### To do
In the data below, find every line with the word "Ashram" and copy it.

### Source material
__________

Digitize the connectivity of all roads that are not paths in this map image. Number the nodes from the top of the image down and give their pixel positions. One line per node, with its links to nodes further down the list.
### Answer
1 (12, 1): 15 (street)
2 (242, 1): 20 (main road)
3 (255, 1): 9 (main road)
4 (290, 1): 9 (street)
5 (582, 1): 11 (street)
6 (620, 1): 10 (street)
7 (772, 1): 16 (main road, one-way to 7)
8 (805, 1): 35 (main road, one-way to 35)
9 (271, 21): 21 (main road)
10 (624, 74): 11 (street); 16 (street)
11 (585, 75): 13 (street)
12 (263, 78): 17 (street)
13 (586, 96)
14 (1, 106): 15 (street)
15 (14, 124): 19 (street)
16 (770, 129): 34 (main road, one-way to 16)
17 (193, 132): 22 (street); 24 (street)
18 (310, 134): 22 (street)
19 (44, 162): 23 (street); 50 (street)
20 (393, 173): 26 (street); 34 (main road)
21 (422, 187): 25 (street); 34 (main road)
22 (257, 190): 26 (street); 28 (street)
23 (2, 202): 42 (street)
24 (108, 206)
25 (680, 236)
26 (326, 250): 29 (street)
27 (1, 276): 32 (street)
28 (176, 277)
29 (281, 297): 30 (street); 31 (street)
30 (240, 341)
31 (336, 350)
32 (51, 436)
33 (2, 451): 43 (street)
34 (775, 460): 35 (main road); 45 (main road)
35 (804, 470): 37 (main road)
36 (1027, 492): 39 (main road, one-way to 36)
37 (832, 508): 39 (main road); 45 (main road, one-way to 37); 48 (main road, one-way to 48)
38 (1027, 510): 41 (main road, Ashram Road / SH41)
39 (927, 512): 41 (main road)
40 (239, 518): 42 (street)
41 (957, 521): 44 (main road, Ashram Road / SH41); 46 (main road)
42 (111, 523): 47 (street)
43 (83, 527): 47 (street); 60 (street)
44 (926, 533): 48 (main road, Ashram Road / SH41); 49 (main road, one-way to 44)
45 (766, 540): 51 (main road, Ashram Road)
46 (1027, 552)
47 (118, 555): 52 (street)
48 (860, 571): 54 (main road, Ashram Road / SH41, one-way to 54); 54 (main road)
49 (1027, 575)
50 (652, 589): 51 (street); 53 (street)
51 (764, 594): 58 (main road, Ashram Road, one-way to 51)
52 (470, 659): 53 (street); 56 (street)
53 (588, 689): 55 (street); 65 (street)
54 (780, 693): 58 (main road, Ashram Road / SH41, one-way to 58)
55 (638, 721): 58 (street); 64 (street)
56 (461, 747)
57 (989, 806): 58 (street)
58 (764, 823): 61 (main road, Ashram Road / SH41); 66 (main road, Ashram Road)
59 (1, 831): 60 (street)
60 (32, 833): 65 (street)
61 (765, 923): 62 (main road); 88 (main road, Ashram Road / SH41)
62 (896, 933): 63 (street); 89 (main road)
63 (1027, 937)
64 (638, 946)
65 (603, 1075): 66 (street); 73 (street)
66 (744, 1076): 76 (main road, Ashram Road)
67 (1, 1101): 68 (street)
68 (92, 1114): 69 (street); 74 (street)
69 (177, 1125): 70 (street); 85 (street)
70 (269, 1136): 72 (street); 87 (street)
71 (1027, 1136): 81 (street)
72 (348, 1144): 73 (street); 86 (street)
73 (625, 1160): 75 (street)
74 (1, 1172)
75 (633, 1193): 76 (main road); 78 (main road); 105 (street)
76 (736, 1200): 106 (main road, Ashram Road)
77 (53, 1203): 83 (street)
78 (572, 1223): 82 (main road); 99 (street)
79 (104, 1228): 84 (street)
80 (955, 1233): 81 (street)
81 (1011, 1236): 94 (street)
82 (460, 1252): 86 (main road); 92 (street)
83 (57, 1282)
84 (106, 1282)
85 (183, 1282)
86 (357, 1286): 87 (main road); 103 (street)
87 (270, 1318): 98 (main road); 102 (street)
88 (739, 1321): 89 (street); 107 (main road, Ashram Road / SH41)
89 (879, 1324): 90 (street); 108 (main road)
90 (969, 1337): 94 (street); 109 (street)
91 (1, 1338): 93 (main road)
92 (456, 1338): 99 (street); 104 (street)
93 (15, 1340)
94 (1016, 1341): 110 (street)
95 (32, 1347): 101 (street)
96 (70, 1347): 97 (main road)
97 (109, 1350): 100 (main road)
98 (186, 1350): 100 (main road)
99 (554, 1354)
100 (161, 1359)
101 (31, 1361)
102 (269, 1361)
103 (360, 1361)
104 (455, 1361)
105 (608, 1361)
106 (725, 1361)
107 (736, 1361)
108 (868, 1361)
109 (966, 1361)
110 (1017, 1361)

__________

### Solution
38 (1027, 510): 41 (main road, Ashram Road / SH41)
41 (957, 521): 44 (main road, Ashram Road / SH41); 46 (main road)
44 (926, 533): 48 (main road, Ashram Road / SH41); 49 (main road, one-way to 44)
45 (766, 540): 51 (main road, Ashram Road)
48 (860, 571): 54 (main road, Ashram Road / SH41, one-way to 54); 54 (main road)
51 (764, 594): 58 (main road, Ashram Road, one-way to 51)
54 (780, 693): 58 (main road, Ashram Road / SH41, one-way to 58)
58 (764, 823): 61 (main road, Ashram Road / SH41); 66 (main road, Ashram Road)
61 (765, 923): 62 (main road); 88 (main road, Ashram Road / SH41)
66 (744, 1076): 76 (main road, Ashram Road)
76 (736, 1200): 106 (main road, Ashram Road)
88 (739, 1321): 89 (street); 107 (main road, Ashram Road / SH41)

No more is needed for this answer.